» **Dataset entries**
'''

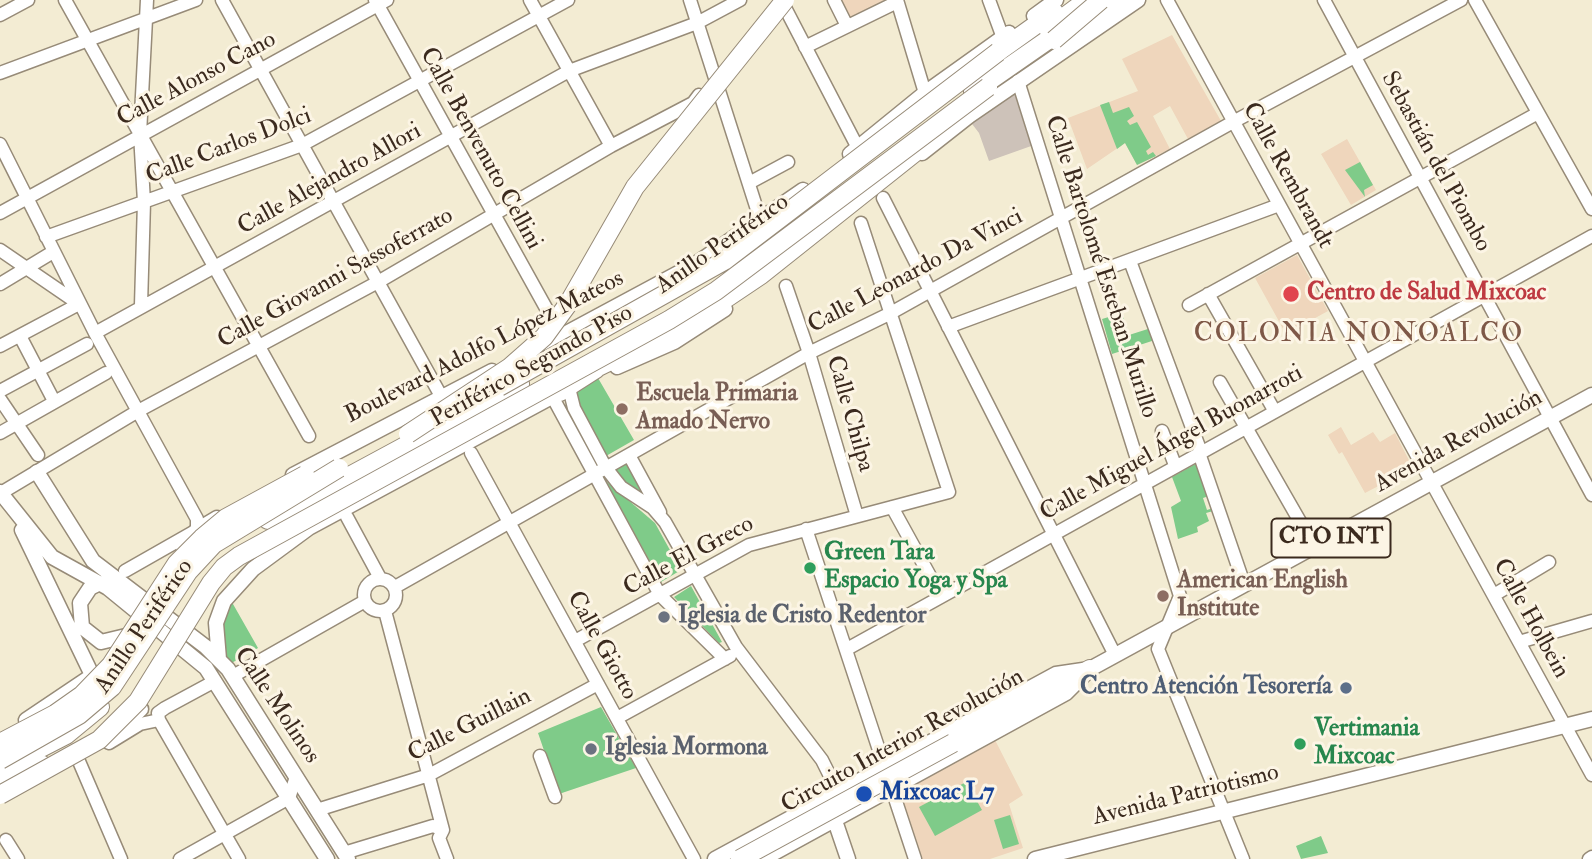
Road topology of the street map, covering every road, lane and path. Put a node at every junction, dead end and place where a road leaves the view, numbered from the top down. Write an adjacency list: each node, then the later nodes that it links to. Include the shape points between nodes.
1 (27, 0): 26 (street)
2 (65, 0): 31 (street)
3 (147, 0): 28 (street)
4 (196, 0): 28 (street)
5 (222, 0): 36 (street)
6 (530, 0): 27 (street)
7 (568, 0): 27 (street, Calle Carlos Dolci)
8 (690, 0): 29 (street)
9 (740, 0): 29 (street, Calle Alejandro Allori)
10 (780, 0): 34 (street); 39 (street); 112 (highway, bridge, via 635,187 569,304 544,337 510,367)
11 (834, 0): 30 (street)
12 (989, 0): 33 (street)
13 (1056, 0): 33 (main road, Boulevard Adolfo López Mateos)
14 (1072, 0): 33 (highway, Periférico Segundo Piso)
15 (1087, 0): 44 (highway, Anillo Periférico)
16 (1101, 0): 32 (highway, bridge)
17 (1108, 0): 99 (highway, Anillo Periférico, via 1001,71 715,286)
18 (1117, 0): 32 (highway, Periférico Segundo Piso, bridge)
19 (1138, 0): 40 (main road)
20 (1167, 0): 46 (street, Calle Rembrandt)
21 (1324, 0): 35 (street, Sebastián del Piombo)
22 (1461, 0): 35 (street, Calle Leonardo Da Vinci)
23 (1475, 0): 45 (street)
24 (897, 1): 30 (street); 43 (street)
25 (380, 2): 36 (street, Calle Alonso Cano); 41 (street, Calle Benvenuto Cellini)
26 (0, 15)
27 (539, 16): 37 (street); 41 (street, Calle Carlos Dolci)
28 (146, 19): 31 (street); 47 (street)
29 (696, 23): 37 (street, Calle Alejandro Allori); 39 (street)
30 (847, 26): 34 (street)
31 (86, 40): 38 (street); 47 (street)
32 (1054, 40): 42 (highway, Periférico Segundo Piso)
33 (1000, 45): 43 (main road, Boulevard Adolfo López Mateos); 98 (highway, Periférico Segundo Piso, bridge, via 724,261)
34 (805, 47): 52 (street)
35 (1355, 58): 46 (street, Calle Leonardo Da Vinci); 54 (street, Sebastián del Piombo)
36 (261, 70): 47 (street, Calle Alonso Cano); 50 (street)
37 (569, 71): 48 (street, Calle Alejandro Allori); 51 (street)
38 (0, 73)
39 (714, 78): 51 (street, Calle Giovanni Sassoferrato, via 692,103); 55 (street)
40 (1018, 81): 65 (street, Calle Bartolomé Esteban Murillo); 99 (main road, via 701,327)
41 (418, 83): 48 (street, Calle Benvenuto Cellini); 50 (street, Calle Carlos Dolci)
42 (988, 87): 99 (highway, bridge, via 957,119 761,275 694,320); 180 (highway, Periférico Segundo Piso, bridge, via 716,291 239,556 211,583 138,701 99,740)
43 (925, 93): 52 (main road, Boulevard Adolfo López Mateos)
44 (935, 109): 98 (highway, bridge, via 899,123 701,267 591,326); 150 (highway, Anillo Periférico, via 707,277 548,370 230,540 208,556)
45 (1538, 113): 54 (street); 62 (street)
46 (1233, 122): 61 (street, Calle Rembrandt); 65 (street, Calle Leonardo Da Vinci)
47 (140, 134): 56 (street); 57 (street, Calle Alonso Cano); 59 (street)
48 (450, 138): 60 (street, Calle Alejandro Allori); 64 (street, Calle Benvenuto Cellini)
49 (0, 144): 57 (street)
50 (302, 145): 56 (street, Calle Carlos Dolci); 60 (street)
51 (611, 146): 64 (street, Calle Giovanni Sassoferrato)
52 (858, 148): 66 (main road, Boulevard Adolfo López Mateos)
53 (788, 162): 55 (street)
54 (1420, 178): 70 (street); 82 (street, Sebastián del Piombo)
55 (749, 183): 66 (street)
56 (172, 194): 59 (street, Calle Carlos Dolci); 74 (street)
57 (26, 197): 63 (street, Calle Alonso Cano); 69 (street)
58 (883, 198): 80 (street)
59 (144, 202): 69 (street, Calle Carlos Dolci); 84 (street)
60 (334, 202): 74 (street, Calle Alejandro Allori); 77 (street)
61 (1279, 205): 70 (street, Calle Rembrandt); 73 (street)
62 (1592, 208)
63 (0, 213)
64 (493, 216): 77 (street, Calle Giovanni Sassoferrato); 94 (street, Calle Benvenuto Cellini, via 554,316)
65 (1063, 217): 76 (street, Calle Bartolomé Esteban Murillo); 80 (street, Calle Leonardo Da Vinci)
66 (761, 222): 94 (main road, Boulevard Adolfo López Mateos, via 697,263)
67 (861, 223): 86 (street)
68 (1592, 236): 82 (street, Calle Miguel Ángel Buonarroti)
69 (46, 237): 72 (street)
70 (1301, 244): 81 (street); 93 (street, Calle Rembrandt)
71 (0, 250): 75 (street)
72 (53, 252): 75 (street); 83 (street)
73 (1130, 261): 76 (street); 114 (street)
74 (212, 267): 84 (street, Calle Alejandro Allori); 91 (street)
75 (27, 268): 78 (street); 83 (street)
76 (1082, 277): 87 (street); 122 (street, Calle Bartolomé Esteban Murillo)
77 (378, 282): 91 (street, Calle Giovanni Sassoferrato); 102 (street)
78 (0, 284)
79 (786, 286): 92 (street, Calle Chilpa)
80 (930, 291): 86 (street, Calle Leonardo Da Vinci); 87 (street)
81 (1208, 294): 85 (street); 106 (street)
82 (1483, 295): 93 (street, Calle Miguel Ángel Buonarroti); 107 (street, Sebastián del Piombo)
83 (79, 304): 88 (street); 89 (street)
84 (141, 305): 89 (street, Calle Alejandro Allori)
85 (1189, 305)
86 (889, 314): 92 (street, Calle Leonardo Da Vinci); 126 (street, Calle El Greco, via 949,492)
87 (948, 327): 135 (street)
88 (20, 336): 90 (street); 95 (street)
89 (91, 338): 95 (street, Calle Alejandro Allori); 105 (street)
90 (0, 346)
91 (258, 346): 105 (street, Calle Giovanni Sassoferrato); 113 (street)
92 (810, 353): 117 (street, Calle Leonardo Da Vinci); 128 (street, Calle Chilpa)
93 (1365, 360): 106 (street, Calle Miguel Ángel Buonarroti); 123 (street, Calle Rembrandt)
94 (505, 365): 102 (main road, Boulevard Adolfo López Mateos)
95 (38, 370): 100 (street, Calle Alejandro Allori); 104 (street)
96 (106, 373): 104 (street)
97 (1220, 382): 109 (street)
98 (499, 387): 112 (highway, Periférico Segundo Piso, bridge)
99 (558, 390): 120 (street); 120 (street, via 575,408); 132 (main road); 150 (highway, Anillo Periférico, via 236,550 208,576)
100 (0, 391)
101 (1592, 394): 107 (main road, Avenida Revolución / CTO INT)
102 (441, 396): 134 (main road, Boulevard Adolfo López Mateos)
103 (0, 399): 108 (street)
104 (54, 401): 108 (street)
105 (138, 411): 121 (street, Calle Giovanni Sassoferrato); 134 (street, via 195,513)
106 (1274, 411): 109 (street, Calle Miguel Ángel Buonarroti)
107 (1550, 418): 123 (main road, Avenida Revolución / CTO INT); 125 (street, Sebastián del Piombo)
108 (17, 424): 111 (street); 116 (street)
109 (1245, 427): 114 (street, Calle Miguel Ángel Buonarroti); 136 (street)
110 (1162, 431): 118 (street)
111 (0, 433)
112 (408, 434): 119 (highway, Periférico Segundo Piso)
113 (309, 436)
114 (1200, 452): 118 (street, Calle Miguel Ángel Buonarroti); 142 (street)
115 (471, 453): 130 (street, Calle Giotto)
116 (38, 455)
117 (629, 455): 120 (street, Calle Leonardo Da Vinci); 131 (street)
118 (1175, 466): 122 (street, Calle Miguel Ángel Buonarroti)
119 (339, 468): 171 (highway, bridge, via 305,475 218,525 177,563 111,665 82,695); 175 (highway, Periférico Segundo Piso, bridge, via 214,544 188,572 111,687 79,715)
120 (601, 471): 130 (street, Calle Leonardo Da Vinci); 131 (street); 145 (street)
121 (37, 472): 124 (street, Calle Giovanni Sassoferrato); 159 (main road, Calle Molinos, via 93,561)
122 (1145, 483): 135 (street, Calle Miguel Ángel Buonarroti); 152 (street, Calle Bartolomé Esteban Murillo, via 1180,596)
123 (1431, 483): 136 (main road, Avenida Revolución / CTO INT); 147 (street, Calle Holbein)
124 (0, 492): 127 (main road, Calle Molinos)
125 (1592, 495)
126 (892, 507): 128 (street, Calle El Greco); 146 (street)
127 (16, 516): 141 (main road, Calle Molinos, via 61,564); 162 (main road)
128 (857, 516): 133 (street, Calle El Greco)
129 (347, 517): 140 (street)
130 (509, 521): 143 (street, Calle Leonardo Da Vinci); 153 (street, Calle Giotto)
131 (665, 522): 139 (street)
132 (313, 525): 150 (main road, via 229,573); 159 (main road, via 253,569 223,601 216,623)
133 (806, 529): 139 (street, Calle El Greco, via 749,545); 155 (street)
134 (197, 530): 138 (street); 144 (main road, Boulevard Adolfo López Mateos)
135 (1054, 533): 146 (street, Calle Miguel Ángel Buonarroti); 157 (street)
136 (1314, 546): 142 (main road, Avenida Revolución / CTO INT)
137 (1549, 562): 147 (street)
138 (125, 571)
139 (696, 575): 145 (street, Calle El Greco); 156 (street)
140 (380, 578): 143 (street); 148 (street, via 365,589)
141 (100, 583): 162 (main road, via 90,588 80,603 82,627 101,642 128,633); 164 (main road, Calle Molinos, via 197,658)
142 (1244, 584): 152 (main road, Avenida Revolución / CTO INT)
143 (395, 587): 149 (street, via 396,601)
144 (151, 595)
145 (660, 595): 153 (street, Calle El Greco); 160 (street)
146 (941, 596): 155 (street, Calle Miguel Ángel Buonarroti)
147 (1493, 596): 154 (street, Calle Holbein)
148 (365, 601): 149 (street, via 374,610); 163 (street)
149 (385, 611): 177 (street)
150 (184, 612): 158 (highway, Anillo Periférico, bridge)
151 (1592, 621): 154 (street)
152 (1168, 626): 157 (main road, Avenida Revolución / CTO INT); 186 (street, Calle Bartolomé Esteban Murillo, via 1158,649)
153 (575, 641): 165 (street, Calle Giotto)
154 (1519, 642): 169 (street, Calle Holbein)
155 (847, 649): 176 (street)
156 (738, 650): 160 (street); 184 (street, via 821,760 831,778)
157 (1115, 655): 161 (main road, Avenida Revolución / CTO INT)
158 (157, 658): 172 (main road, via 143,707); 180 (highway, Anillo Periférico)
159 (219, 659): 163 (main road, Calle Molinos)
160 (725, 659): 166 (street)
161 (1090, 669): 176 (main road, Avenida Revolución / CTO INT, via 1056,674); 181 (main road, Avenida Revolución / CTO INT, via 1066,693); 201 (highway, Circuito Interior Revolución / CTO INT, bridge)
162 (92, 675): 170 (main road)
163 (233, 676): 179 (main road, Calle Molinos)
164 (215, 681): 168 (street, via 164,708 158,713); 183 (main road, Calle Molinos)
165 (598, 684): 166 (street, Calle Giotto); 177 (street, Calle Guillain)
166 (617, 718): 199 (street, Calle Giotto)
167 (1592, 719): 169 (main road, Avenida Patriotismo)
168 (159, 720): 172 (street, via 140,724); 189 (street)
169 (1565, 725): 178 (street, Calle Holbein); 186 (main road, Avenida Patriotismo)
170 (0, 735)
171 (0, 743)
172 (104, 745): 174 (main road)
173 (540, 756): 182 (street)
174 (78, 758): 180 (main road); 194 (street)
175 (0, 760)
176 (883, 767): 181 (street); 184 (main road, Avenida Revolución / CTO INT)
177 (429, 775): 185 (street, Calle Guillain); 188 (street)
178 (1592, 775)
179 (296, 777): 183 (street); 185 (main road, Calle Molinos)
180 (3, 788)
181 (891, 789): 187 (main road, Avenida Revolución / CTO INT); 204 (street)
182 (555, 797)
183 (289, 798): 189 (street); 197 (main road, Calle Molinos)
184 (828, 798): 187 (main road); 200 (main road, Avenida Revolución / CTO INT)
185 (317, 810): 191 (main road, Calle Molinos)
186 (1225, 810): 192 (main road, Avenida Patriotismo); 205 (street, Calle Bartolomé Esteban Murillo)
187 (835, 819): 202 (main road, Avenida Revolución / CTO INT); 203 (main road)
188 (443, 830): 191 (street, via 433,827); 198 (street, via 439,838)
189 (225, 834): 195 (street); 196 (street)
190 (6, 840): 193 (street)
191 (346, 856)
192 (1044, 858)
193 (18, 859)
194 (121, 859)
195 (180, 859)
196 (239, 859)
197 (327, 859)
198 (447, 859)
199 (694, 859)
200 (715, 859)
201 (740, 859)
202 (763, 859)
203 (848, 859)
204 (915, 859)
205 (1243, 859)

'''

» **TASK PROMPT**
Search the data for the string "Boulevard". List each line that has it.

» **RESULT OF THE EXERCISE**
13 (1056, 0): 33 (main road, Boulevard Adolfo López Mateos)
33 (1000, 45): 43 (main road, Boulevard Adolfo López Mateos); 98 (highway, Periférico Segundo Piso, bridge, via 724,261)
43 (925, 93): 52 (main road, Boulevard Adolfo López Mateos)
52 (858, 148): 66 (main road, Boulevard Adolfo López Mateos)
66 (761, 222): 94 (main road, Boulevard Adolfo López Mateos, via 697,263)
94 (505, 365): 102 (main road, Boulevard Adolfo López Mateos)
102 (441, 396): 134 (main road, Boulevard Adolfo López Mateos)
134 (197, 530): 138 (street); 144 (main road, Boulevard Adolfo López Mateos)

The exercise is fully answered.